Утром следующего дня Виктор, оценив мой невыспавшийся вид, со своей аристократической вежливостью немедленно предложил кофе. Я окончательно полюбил Виктора. Надо сказать, о нём ходят слухи не менее фантастические, чем о его великом отце и о его коллекции. Оно и понятно: легко возбудить подозрения, если ты с рождения богат, нелюдим и прячешь от всего света драгоценную коллекцию картин. Я, однако, старался не засорять голову предрассудками. И, видимо, был прав. Два настоящих ценителя искусств всегда найдут общий язык.
За кофе Виктор озвучил хорошие новости: я снова иду в святая святых. В камеру, как выяснилось, людей допускают неохотно, чтобы не разрушать микроклимат; и мне вновь предстоит зайти одному, чтобы вынести в лабораторию «Девочку на пляже». Я, конечно, не возражал.
Но, к моему удивлению, новый визит меня не слишком обрадовал. Оказавшись под взглядом «Мексиканки», я вдруг почувствовал себя виноватым. Как будто вчерашний полуночный спор был важной битвой, и я её проиграл. Не то чтобы я выронил копьё, но коня из-под меня выбили. Как странно: всю жизнь я служил прекрасному, но вот появляется сухой биолог и что-то говорит такое, от чего я вдруг чувствую себя смешным. Искусство тянет нас вверх, не так ли? У нас есть слово «возвышенное». Нас возвышает. Но появляется человек, который объясняет наши души снизу вверх, а не сверху вниз. Ничего у нас не отнимает, вроде бы. Даже ни с чем конкретно не спорит. Но почему же я чувствую, что у меня украли тайну? Почему я тайну не смог отстоять?

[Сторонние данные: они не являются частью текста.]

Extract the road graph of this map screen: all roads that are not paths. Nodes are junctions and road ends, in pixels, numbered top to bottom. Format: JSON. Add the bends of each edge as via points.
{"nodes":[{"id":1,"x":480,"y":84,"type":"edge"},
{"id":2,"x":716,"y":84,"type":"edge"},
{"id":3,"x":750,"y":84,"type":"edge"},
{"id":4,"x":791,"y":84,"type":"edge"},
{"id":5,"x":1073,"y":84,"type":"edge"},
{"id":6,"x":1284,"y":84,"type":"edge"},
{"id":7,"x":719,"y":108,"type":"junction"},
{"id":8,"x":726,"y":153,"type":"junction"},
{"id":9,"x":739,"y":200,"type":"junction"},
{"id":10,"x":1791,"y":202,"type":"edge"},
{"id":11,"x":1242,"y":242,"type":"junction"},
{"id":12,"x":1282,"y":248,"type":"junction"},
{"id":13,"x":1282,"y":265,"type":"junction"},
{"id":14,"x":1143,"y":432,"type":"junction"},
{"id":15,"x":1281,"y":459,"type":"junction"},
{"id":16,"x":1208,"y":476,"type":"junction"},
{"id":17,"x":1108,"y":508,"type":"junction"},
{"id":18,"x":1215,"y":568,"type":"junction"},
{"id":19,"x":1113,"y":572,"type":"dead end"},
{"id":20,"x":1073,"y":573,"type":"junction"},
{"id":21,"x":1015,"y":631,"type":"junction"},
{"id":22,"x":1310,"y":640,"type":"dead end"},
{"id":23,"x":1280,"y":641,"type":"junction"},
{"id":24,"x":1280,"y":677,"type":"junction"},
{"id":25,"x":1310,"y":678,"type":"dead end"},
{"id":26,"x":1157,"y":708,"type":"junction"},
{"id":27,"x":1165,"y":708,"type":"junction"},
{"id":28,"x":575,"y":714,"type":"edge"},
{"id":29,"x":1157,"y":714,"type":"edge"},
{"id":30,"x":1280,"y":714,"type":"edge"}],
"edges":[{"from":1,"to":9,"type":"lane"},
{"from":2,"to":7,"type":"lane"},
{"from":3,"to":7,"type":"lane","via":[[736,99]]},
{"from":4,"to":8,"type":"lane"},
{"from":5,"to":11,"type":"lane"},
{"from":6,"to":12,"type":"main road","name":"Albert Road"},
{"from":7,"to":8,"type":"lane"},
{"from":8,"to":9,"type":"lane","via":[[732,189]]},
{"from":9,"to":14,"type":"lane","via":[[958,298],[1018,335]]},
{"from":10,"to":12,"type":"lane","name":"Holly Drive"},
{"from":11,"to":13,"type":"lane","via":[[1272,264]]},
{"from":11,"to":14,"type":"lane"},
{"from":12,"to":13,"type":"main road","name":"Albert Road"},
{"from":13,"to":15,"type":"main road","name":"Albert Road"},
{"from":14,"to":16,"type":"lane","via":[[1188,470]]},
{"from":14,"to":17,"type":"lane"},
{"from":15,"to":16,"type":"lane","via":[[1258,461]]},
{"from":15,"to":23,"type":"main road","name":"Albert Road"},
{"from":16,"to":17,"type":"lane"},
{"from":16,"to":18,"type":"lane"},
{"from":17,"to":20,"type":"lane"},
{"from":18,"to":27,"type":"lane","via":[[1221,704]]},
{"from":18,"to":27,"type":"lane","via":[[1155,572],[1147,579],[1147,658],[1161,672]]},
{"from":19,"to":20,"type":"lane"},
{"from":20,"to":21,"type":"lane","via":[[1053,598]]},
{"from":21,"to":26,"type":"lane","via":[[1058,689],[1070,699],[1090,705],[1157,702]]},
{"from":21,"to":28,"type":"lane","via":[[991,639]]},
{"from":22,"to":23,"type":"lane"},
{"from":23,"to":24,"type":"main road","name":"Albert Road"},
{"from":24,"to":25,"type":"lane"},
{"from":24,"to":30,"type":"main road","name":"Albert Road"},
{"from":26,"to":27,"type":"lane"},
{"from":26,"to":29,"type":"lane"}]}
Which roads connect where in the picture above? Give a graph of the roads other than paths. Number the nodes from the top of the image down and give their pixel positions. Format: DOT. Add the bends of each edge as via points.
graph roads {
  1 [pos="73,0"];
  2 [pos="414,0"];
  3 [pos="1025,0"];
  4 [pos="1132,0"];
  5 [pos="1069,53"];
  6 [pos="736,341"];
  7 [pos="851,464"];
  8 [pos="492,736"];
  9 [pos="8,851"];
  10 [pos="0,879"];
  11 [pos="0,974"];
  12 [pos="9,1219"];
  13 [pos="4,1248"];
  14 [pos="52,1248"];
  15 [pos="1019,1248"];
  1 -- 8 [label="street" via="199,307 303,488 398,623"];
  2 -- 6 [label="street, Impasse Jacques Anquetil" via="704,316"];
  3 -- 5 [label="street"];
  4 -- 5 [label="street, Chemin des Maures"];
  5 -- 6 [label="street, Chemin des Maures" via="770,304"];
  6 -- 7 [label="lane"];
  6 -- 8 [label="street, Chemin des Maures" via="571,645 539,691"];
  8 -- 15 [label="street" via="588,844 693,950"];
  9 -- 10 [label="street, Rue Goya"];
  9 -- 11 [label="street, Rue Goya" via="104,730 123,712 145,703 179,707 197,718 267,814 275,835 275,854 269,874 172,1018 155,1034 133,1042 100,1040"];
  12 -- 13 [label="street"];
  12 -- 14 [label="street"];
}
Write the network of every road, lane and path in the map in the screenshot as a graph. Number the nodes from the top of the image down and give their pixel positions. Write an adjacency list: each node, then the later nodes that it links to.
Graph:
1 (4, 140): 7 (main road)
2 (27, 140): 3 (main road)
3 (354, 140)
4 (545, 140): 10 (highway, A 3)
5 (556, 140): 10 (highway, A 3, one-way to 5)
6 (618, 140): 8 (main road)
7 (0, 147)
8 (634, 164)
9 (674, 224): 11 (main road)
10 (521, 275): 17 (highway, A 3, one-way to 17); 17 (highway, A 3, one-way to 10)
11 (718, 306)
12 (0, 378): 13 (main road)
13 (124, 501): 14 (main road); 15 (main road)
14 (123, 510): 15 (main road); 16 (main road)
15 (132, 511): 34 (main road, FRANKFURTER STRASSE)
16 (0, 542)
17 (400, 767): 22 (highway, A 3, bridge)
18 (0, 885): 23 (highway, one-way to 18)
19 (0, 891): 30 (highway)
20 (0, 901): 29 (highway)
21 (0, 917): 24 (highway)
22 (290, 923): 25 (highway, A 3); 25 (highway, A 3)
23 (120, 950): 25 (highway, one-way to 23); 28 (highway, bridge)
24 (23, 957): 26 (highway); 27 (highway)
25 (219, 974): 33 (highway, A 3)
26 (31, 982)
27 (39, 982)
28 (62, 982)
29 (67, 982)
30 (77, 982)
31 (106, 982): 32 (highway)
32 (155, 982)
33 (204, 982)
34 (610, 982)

Может, я недостоин этого знания? Кто бы ни приходил в наш мир со своими сверхчеловеческими объектами – он словно разворачивался на полпути и рассыпался в прах вместе со своими безмерно красивыми творениями. От дворца Кублай Хана остались только руины – ещё за век до Кольриджа путешественники с разочарованием обнаружили на месте воспетого дворца лишь обломки. Даже чудесный город Шанду (он же Ксанадупур) сегодня пустырь: трава, остатки глинобитных стен и кирпичного фундамента. От поэмы до нас дошла лишь половина сотни строк. Кольридж всю оставшуюся жизнь пытался досочинить то, что когда-то «было даровано ему целиком», но безуспешно.
Бетховен, заснув в карете, сочинил канон, но проснувшись, не мог восстановить его в памяти. На следующий день, оказавшись в той же карете, он вспомнил его и записал. Как видим, не все могут вовремя заснуть. Выключить свою проклятую голову.
Возможно, люди просто недостойны такого подарка. Рассудок, выползающий из уродливых извилин нашего мозга, проедает дыры в том, что должно выситься и сверкать на солнце.
Или даже жить во плоти.
Это была моя теория. Если «Мексиканка» явилась нам в виде картины, может ли она явиться к нам в виде живой девушки? И если да, то что мы, рассудочные твари, сделаем с ней? Будем снимать в сериалах? Заплатим ей за рекламу туши для ресниц? Растиражируем её образ на щитах? А может, она придёт на кастинг, просидит час в очереди и уйдёт ни с чем? А может, её просто никто не заметит, не оценит, и она будет ходить с папкой бумаг по офисному центру – такому, который я полчаса назад видел в окно, пока пил кофе в столовой? В его окнах отражались окна моего здания. Серое стекло в сером стекле.